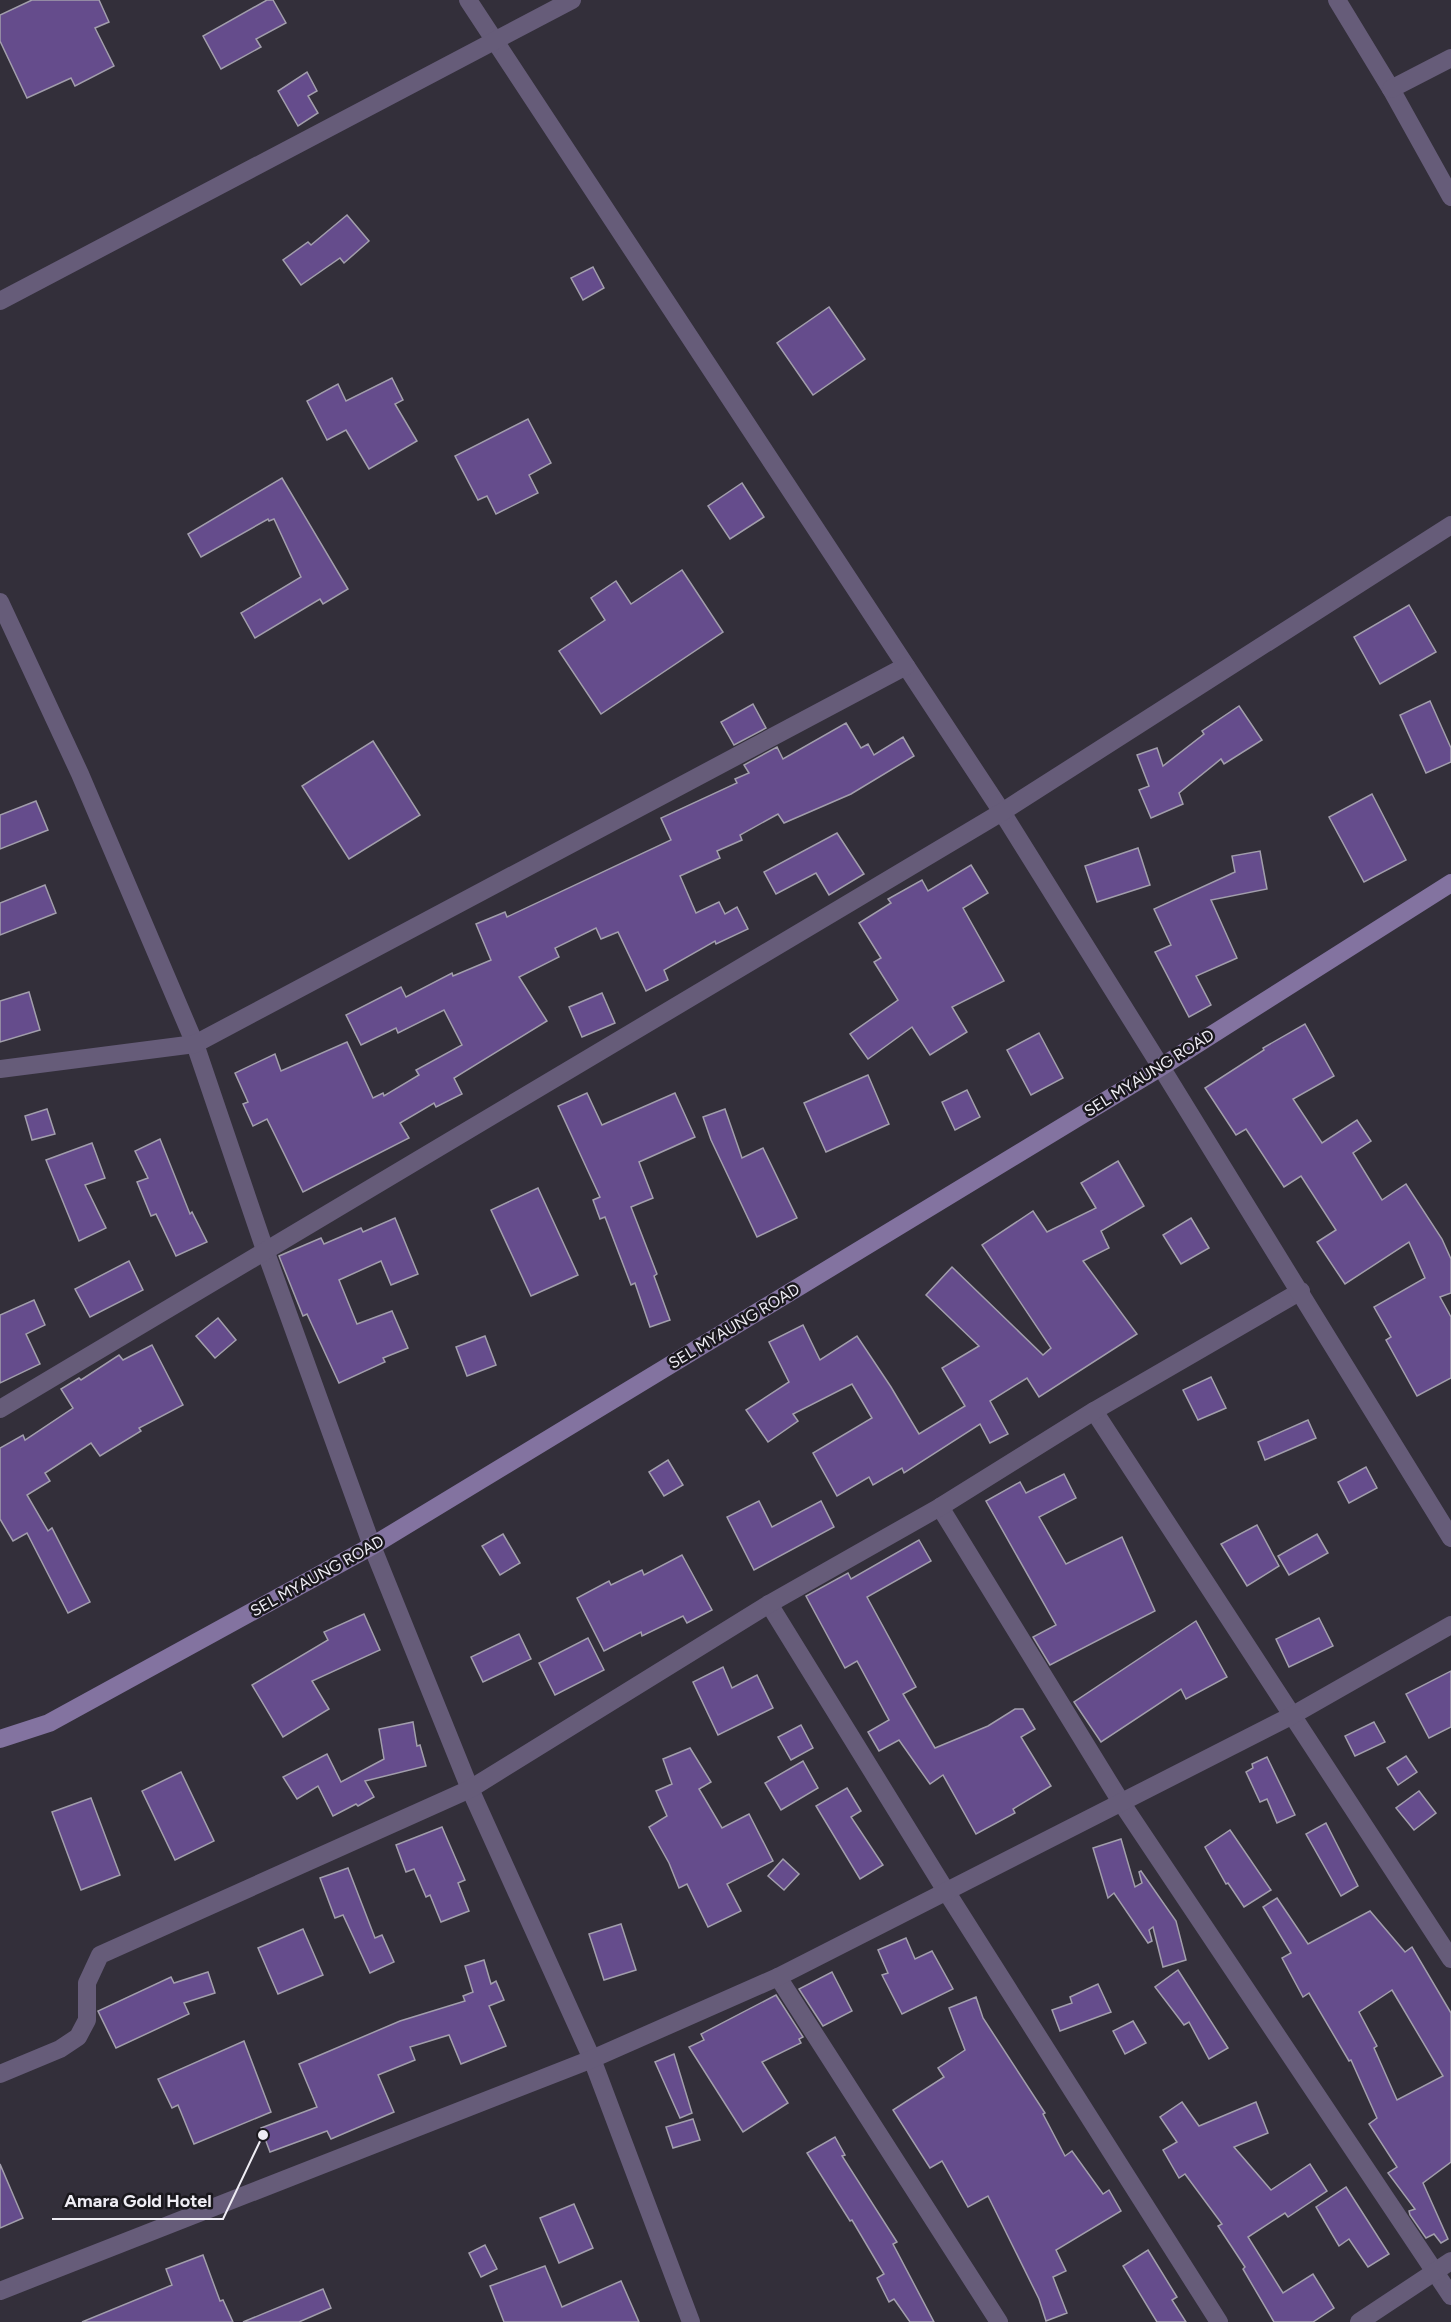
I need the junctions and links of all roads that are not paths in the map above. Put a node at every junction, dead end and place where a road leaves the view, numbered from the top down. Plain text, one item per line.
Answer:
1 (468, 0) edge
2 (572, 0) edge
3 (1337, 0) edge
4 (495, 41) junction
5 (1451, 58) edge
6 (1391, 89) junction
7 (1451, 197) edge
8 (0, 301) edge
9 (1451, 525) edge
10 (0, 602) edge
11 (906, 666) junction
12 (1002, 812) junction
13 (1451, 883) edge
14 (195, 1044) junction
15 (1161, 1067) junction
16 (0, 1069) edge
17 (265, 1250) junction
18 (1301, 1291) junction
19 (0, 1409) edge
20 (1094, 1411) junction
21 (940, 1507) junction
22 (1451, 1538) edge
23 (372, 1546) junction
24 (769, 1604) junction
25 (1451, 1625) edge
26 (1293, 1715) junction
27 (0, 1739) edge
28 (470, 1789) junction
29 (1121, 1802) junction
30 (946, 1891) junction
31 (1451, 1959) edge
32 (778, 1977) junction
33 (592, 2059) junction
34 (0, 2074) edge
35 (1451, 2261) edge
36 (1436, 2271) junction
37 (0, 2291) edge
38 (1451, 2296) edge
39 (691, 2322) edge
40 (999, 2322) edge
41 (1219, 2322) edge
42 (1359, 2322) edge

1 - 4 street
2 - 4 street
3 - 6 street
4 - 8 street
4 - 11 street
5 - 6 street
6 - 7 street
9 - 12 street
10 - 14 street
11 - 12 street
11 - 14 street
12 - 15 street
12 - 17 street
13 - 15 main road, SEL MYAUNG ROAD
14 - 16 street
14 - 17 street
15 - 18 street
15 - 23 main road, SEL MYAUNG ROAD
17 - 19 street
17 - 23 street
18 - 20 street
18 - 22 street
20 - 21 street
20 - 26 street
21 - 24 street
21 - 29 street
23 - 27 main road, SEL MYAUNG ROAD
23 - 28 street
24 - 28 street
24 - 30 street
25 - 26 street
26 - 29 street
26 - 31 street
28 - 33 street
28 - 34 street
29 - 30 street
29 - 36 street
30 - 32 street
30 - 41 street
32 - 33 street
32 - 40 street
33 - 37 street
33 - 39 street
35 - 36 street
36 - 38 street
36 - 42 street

────────────────

Description of the task — Using the entries above, find all lines with "main". Copy them.

Solution —
13 - 15 main road, SEL MYAUNG ROAD
15 - 23 main road, SEL MYAUNG ROAD
23 - 27 main road, SEL MYAUNG ROAD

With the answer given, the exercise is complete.